**Task to carry out:** Count how many lines below include the string "rotate", and give that number without anything else.

**Supplied information:**

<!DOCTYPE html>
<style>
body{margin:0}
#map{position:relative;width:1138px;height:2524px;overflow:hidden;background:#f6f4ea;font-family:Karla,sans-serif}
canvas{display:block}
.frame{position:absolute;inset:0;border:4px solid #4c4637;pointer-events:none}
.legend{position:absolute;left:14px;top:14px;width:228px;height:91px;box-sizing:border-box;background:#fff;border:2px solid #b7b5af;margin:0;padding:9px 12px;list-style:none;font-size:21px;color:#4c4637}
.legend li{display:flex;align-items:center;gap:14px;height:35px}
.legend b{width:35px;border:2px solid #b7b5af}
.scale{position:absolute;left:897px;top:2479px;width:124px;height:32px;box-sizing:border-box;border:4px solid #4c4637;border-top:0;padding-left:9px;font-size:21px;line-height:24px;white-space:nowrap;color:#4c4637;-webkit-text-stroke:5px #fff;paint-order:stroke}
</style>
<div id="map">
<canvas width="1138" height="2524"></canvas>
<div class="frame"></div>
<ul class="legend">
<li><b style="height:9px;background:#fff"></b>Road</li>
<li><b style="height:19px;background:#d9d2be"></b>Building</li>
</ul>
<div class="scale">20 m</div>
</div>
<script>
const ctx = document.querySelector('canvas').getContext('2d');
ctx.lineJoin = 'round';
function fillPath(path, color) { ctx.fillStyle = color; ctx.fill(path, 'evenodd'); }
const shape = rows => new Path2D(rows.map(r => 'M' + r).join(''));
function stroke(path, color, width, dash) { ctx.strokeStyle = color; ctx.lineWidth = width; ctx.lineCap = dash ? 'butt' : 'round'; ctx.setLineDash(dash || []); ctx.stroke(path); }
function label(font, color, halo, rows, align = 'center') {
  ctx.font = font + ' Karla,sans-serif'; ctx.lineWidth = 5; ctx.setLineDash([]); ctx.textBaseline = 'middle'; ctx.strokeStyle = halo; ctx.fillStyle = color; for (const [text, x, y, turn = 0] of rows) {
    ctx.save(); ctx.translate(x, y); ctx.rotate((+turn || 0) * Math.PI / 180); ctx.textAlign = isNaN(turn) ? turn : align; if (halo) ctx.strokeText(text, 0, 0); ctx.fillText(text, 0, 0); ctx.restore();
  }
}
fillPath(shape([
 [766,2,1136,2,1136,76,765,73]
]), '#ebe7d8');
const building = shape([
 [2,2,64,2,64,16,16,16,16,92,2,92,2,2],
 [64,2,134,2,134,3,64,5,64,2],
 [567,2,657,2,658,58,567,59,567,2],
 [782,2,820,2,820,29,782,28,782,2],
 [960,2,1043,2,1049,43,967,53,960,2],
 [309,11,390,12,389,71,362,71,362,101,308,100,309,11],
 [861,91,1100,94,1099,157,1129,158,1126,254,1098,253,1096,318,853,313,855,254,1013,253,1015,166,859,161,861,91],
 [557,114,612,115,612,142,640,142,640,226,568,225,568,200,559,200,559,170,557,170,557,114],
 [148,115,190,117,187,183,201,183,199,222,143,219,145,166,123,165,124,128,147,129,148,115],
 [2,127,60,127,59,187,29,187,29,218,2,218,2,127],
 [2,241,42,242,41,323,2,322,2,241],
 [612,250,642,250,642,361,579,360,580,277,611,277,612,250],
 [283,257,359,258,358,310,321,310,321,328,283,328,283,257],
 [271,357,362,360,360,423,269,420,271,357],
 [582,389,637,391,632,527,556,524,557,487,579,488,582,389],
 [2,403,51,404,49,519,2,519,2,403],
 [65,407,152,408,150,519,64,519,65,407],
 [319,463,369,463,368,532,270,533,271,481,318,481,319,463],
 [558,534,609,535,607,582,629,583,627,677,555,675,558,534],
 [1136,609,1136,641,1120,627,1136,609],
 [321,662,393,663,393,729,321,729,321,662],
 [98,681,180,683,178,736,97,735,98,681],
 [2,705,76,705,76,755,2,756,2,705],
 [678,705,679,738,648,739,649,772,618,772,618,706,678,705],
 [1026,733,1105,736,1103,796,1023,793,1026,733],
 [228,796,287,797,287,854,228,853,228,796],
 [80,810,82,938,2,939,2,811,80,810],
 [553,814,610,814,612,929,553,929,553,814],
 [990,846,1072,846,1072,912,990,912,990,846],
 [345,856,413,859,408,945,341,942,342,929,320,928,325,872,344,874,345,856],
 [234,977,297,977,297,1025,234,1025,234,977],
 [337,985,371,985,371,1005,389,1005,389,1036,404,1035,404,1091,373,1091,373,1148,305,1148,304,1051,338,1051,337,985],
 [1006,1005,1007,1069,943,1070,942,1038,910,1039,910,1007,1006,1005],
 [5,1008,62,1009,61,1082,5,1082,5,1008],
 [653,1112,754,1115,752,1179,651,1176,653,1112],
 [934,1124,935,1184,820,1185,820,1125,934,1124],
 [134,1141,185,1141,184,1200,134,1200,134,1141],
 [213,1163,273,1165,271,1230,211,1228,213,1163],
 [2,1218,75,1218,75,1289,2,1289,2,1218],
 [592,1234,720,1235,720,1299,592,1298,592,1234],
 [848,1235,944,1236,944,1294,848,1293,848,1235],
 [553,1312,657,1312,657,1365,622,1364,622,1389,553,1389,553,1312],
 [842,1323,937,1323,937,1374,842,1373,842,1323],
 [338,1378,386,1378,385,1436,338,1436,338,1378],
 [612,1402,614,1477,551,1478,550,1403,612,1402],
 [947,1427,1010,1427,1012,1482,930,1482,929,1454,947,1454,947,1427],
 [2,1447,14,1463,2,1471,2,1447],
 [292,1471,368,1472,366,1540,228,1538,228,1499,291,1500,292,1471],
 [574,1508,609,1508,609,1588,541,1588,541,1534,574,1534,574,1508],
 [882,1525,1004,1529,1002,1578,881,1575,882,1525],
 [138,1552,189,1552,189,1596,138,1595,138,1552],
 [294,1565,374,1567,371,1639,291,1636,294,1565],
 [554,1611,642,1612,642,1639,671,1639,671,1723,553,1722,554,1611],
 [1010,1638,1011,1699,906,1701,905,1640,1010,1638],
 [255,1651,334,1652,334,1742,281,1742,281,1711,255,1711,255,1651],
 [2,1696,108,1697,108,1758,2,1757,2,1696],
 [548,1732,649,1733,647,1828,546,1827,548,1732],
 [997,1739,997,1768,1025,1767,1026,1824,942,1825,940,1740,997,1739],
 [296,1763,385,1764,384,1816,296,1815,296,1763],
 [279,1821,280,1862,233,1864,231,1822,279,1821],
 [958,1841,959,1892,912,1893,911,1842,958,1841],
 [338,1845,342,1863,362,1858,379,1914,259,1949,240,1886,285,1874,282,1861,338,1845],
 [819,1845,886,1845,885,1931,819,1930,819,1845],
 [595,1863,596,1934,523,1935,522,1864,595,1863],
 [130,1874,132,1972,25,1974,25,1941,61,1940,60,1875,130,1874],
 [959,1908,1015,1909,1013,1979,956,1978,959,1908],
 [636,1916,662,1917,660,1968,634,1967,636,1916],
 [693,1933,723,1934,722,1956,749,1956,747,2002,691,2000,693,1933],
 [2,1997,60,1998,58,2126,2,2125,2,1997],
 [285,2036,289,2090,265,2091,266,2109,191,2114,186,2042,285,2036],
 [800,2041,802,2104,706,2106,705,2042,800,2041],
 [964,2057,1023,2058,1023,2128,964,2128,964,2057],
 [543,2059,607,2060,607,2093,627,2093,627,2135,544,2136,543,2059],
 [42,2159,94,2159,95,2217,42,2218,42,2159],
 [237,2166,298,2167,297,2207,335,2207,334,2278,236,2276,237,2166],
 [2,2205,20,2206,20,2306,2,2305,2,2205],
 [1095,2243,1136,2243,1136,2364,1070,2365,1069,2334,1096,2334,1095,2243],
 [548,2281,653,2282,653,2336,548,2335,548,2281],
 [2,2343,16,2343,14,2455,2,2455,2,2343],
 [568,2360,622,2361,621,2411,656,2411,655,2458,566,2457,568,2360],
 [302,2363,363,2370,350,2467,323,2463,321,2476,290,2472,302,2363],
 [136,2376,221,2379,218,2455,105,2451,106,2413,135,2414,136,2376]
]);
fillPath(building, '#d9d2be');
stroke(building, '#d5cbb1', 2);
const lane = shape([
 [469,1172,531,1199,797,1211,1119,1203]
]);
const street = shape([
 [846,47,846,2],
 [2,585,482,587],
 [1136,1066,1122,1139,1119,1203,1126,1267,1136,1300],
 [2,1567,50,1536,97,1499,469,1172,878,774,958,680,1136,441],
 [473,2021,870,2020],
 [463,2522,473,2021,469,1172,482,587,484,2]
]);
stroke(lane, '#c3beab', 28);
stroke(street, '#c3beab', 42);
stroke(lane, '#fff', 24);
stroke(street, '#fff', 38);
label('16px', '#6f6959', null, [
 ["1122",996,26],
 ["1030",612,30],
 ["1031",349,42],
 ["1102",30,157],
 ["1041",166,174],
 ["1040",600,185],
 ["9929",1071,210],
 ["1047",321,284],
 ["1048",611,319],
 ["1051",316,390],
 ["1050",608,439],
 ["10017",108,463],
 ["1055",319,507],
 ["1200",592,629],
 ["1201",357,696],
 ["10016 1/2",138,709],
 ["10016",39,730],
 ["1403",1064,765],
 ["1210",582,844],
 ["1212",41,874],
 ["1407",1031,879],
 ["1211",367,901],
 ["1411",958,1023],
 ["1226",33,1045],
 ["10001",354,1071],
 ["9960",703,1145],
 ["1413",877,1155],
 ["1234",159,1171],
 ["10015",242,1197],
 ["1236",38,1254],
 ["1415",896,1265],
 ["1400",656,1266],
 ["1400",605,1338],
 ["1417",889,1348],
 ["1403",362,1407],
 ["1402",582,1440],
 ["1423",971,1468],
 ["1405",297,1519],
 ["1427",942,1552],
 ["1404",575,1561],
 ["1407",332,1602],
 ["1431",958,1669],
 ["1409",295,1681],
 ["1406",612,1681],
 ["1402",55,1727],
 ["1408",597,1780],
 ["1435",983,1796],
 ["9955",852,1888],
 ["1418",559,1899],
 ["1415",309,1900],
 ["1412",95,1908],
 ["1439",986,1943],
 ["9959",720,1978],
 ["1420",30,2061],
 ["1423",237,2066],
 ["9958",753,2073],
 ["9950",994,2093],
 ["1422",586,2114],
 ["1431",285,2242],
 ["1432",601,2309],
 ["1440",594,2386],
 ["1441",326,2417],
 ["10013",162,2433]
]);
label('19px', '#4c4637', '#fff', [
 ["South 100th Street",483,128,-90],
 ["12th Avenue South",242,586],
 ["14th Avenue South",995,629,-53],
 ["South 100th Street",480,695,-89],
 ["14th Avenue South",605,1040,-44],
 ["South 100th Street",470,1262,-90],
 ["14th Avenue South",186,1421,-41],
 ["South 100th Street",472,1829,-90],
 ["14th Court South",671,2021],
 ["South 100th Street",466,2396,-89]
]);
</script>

==

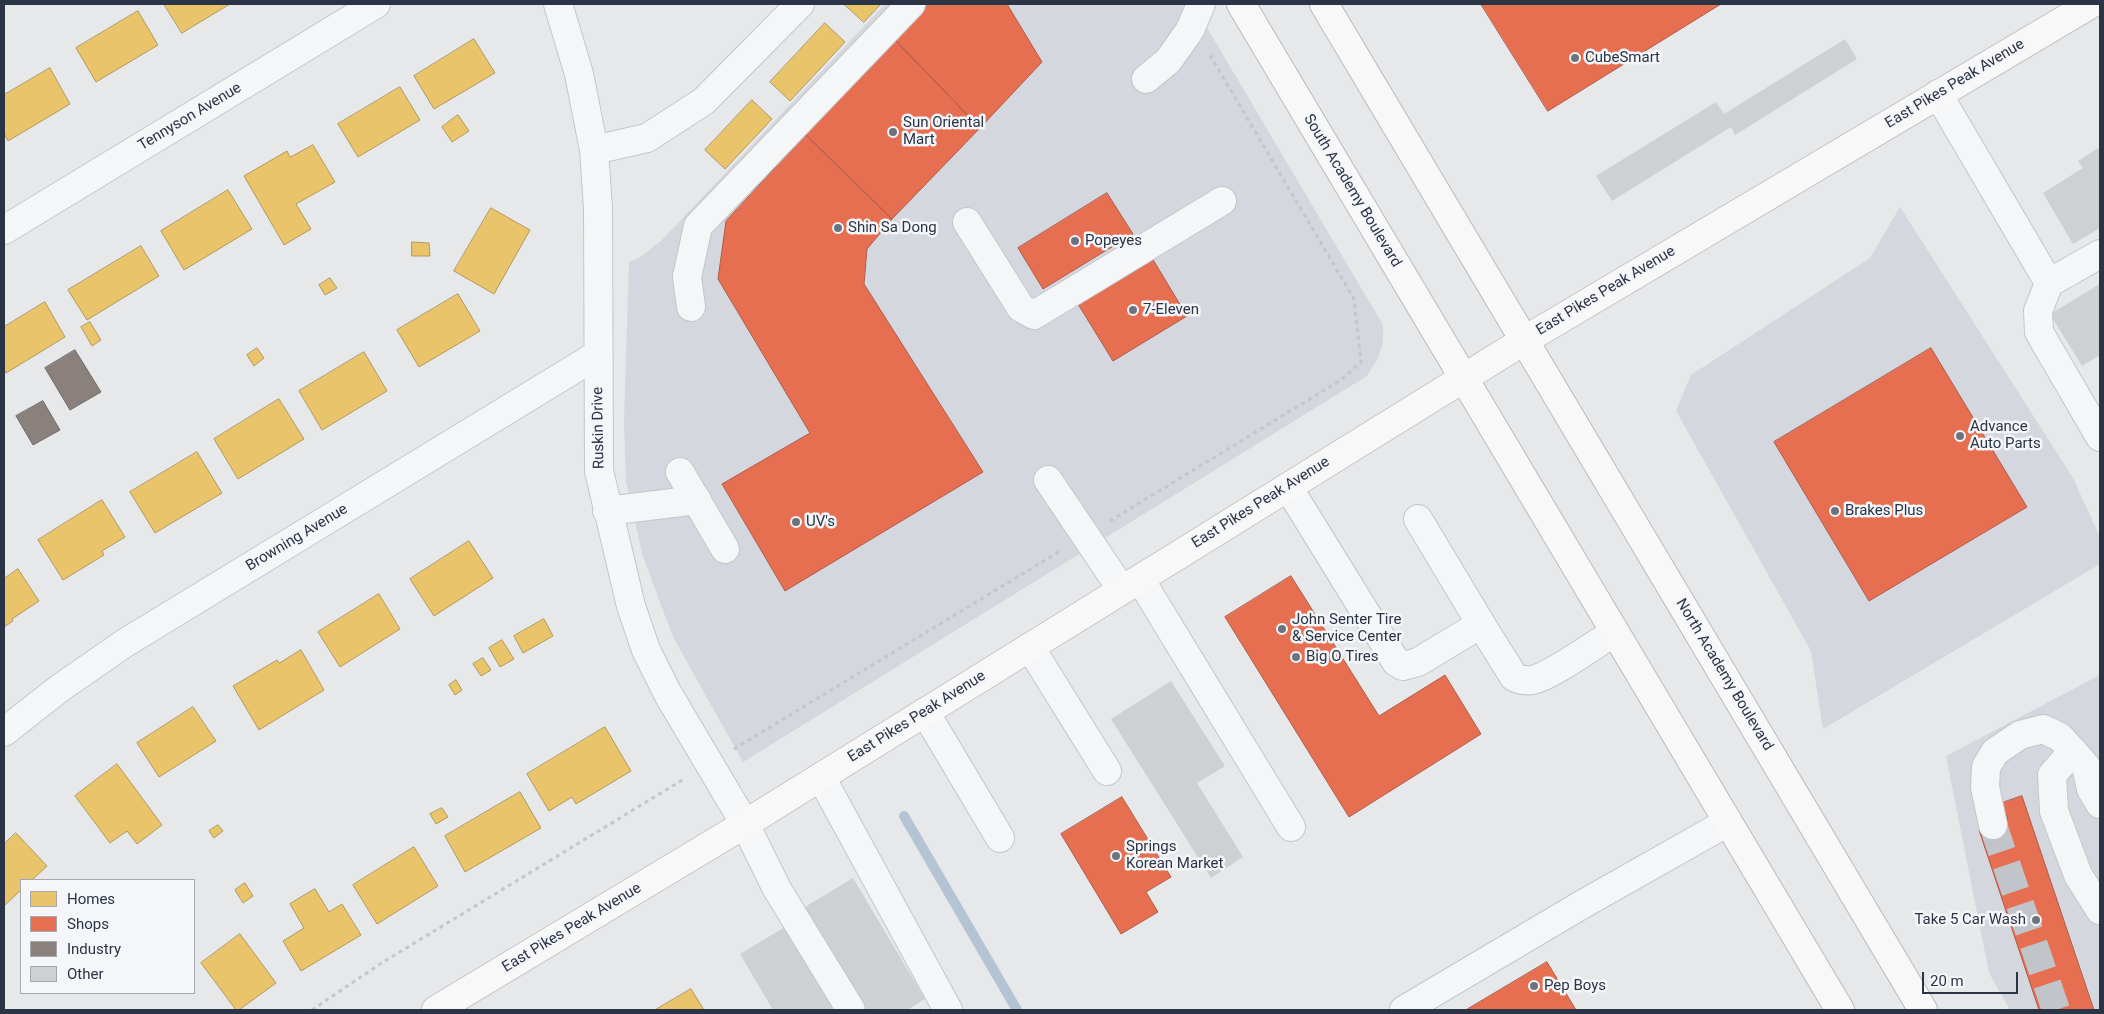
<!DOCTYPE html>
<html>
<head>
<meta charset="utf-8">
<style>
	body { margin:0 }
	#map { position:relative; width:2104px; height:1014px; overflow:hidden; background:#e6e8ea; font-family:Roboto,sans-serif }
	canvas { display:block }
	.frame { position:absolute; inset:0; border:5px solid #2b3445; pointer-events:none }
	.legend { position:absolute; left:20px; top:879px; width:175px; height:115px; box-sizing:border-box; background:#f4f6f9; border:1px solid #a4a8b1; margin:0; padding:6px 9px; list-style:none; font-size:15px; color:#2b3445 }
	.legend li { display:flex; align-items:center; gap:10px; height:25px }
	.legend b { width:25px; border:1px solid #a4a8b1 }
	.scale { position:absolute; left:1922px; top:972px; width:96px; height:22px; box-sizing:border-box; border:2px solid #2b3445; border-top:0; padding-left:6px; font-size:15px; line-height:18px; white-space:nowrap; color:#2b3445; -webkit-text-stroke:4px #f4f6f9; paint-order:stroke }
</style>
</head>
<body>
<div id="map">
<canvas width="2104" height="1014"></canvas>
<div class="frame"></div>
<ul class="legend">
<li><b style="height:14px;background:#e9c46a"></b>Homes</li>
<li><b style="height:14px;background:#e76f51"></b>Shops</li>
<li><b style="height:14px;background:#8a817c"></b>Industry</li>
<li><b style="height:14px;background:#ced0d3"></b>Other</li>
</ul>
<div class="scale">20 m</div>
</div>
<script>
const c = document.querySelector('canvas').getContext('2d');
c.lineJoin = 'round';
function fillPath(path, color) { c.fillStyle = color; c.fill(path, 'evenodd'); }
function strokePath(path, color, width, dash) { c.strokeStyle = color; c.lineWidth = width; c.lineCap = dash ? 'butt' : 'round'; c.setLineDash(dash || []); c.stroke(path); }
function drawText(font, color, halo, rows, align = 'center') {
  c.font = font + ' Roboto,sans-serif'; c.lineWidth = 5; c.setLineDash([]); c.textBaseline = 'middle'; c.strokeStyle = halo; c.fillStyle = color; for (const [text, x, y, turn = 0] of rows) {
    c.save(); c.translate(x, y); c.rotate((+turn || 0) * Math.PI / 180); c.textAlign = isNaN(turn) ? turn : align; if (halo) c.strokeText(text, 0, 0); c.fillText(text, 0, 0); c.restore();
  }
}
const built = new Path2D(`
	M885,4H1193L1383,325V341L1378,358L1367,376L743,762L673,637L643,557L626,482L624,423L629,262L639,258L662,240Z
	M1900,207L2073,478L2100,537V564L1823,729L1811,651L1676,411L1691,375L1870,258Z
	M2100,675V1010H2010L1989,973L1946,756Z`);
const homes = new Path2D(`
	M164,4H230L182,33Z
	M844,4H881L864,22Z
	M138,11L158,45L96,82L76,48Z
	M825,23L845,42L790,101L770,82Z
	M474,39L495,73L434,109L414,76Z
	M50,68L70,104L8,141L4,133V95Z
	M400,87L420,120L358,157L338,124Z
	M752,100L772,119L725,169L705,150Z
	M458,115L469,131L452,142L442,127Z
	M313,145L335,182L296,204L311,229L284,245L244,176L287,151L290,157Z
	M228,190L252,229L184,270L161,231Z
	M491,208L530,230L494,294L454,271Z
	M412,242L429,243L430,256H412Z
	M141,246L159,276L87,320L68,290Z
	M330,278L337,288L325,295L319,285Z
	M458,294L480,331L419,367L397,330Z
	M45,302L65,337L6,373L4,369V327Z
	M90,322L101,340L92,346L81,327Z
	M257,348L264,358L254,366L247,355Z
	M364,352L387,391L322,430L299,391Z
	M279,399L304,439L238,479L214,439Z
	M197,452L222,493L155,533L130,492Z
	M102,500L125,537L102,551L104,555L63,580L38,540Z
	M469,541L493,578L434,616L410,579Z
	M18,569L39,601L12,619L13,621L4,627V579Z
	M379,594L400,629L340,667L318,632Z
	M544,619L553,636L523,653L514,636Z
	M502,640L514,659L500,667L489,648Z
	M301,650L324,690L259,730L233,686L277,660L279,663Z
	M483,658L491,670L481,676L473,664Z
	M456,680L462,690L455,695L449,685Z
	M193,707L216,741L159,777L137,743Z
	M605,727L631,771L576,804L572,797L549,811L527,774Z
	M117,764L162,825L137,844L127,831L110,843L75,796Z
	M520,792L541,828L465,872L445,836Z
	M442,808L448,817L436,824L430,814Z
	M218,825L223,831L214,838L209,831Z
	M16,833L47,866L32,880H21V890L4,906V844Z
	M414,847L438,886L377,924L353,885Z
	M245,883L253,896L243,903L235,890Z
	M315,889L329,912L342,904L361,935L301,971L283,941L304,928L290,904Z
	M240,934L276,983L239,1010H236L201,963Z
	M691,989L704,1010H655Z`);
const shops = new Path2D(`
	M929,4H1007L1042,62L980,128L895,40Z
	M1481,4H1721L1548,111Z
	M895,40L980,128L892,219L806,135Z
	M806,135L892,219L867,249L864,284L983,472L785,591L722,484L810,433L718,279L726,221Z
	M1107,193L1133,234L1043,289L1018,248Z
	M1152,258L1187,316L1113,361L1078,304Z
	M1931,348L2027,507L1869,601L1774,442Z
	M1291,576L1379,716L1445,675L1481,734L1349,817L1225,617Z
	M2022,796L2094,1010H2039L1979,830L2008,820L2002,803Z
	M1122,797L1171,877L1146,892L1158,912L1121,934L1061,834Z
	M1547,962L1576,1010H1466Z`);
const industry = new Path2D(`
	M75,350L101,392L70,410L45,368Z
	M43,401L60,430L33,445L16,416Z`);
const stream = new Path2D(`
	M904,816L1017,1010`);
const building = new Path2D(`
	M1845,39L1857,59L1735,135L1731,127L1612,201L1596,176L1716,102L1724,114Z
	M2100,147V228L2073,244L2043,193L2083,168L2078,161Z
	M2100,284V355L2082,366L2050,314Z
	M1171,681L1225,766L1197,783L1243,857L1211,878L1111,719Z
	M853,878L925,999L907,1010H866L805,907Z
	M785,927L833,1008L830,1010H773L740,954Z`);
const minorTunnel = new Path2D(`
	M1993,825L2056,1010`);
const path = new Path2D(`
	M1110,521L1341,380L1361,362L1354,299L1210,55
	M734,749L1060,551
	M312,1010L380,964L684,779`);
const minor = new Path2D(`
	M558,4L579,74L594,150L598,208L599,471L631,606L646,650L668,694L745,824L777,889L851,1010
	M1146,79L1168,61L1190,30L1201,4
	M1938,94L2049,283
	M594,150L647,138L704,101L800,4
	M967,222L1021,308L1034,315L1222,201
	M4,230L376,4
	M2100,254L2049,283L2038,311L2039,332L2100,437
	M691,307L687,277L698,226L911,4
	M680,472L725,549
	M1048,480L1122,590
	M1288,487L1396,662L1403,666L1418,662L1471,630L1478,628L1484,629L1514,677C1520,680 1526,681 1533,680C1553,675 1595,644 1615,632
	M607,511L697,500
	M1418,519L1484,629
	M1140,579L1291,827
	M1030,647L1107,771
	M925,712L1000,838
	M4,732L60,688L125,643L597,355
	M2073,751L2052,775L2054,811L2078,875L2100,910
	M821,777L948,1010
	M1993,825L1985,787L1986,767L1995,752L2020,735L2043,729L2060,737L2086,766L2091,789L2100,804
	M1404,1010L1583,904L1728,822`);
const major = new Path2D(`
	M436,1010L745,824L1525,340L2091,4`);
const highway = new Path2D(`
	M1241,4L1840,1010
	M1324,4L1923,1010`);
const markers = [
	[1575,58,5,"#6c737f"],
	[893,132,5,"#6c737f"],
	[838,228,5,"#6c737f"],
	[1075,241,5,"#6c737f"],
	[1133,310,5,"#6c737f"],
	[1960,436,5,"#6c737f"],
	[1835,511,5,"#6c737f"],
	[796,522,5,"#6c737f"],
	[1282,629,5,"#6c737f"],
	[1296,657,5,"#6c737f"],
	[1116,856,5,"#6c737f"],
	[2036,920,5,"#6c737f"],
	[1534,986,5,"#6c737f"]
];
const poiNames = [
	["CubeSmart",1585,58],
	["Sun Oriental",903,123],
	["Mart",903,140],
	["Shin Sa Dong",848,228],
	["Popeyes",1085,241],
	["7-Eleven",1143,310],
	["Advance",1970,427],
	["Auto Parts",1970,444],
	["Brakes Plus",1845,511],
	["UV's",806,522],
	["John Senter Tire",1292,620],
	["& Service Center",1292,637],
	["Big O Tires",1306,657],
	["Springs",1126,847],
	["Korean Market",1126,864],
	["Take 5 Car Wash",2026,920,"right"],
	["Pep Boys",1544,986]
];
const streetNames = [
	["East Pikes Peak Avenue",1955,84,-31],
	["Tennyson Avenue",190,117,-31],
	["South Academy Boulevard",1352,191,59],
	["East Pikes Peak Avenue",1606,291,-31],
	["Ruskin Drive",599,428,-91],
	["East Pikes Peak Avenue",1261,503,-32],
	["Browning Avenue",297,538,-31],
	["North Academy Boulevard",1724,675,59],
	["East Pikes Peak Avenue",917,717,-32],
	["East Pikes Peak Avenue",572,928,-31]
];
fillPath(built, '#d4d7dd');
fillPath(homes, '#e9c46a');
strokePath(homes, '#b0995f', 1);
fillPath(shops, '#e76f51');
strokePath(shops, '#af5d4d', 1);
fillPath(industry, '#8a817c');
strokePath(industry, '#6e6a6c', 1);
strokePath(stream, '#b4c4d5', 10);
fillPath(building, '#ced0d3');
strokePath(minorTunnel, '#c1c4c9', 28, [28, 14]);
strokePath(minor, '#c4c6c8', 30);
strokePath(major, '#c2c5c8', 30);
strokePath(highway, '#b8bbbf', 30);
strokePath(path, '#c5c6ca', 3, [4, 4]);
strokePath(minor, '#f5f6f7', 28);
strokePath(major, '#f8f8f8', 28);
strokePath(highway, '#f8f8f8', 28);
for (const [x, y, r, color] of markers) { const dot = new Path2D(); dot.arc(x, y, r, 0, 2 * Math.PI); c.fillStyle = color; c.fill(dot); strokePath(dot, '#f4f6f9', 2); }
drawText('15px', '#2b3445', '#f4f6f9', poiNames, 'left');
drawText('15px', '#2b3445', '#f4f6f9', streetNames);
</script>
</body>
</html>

**Written response:** 2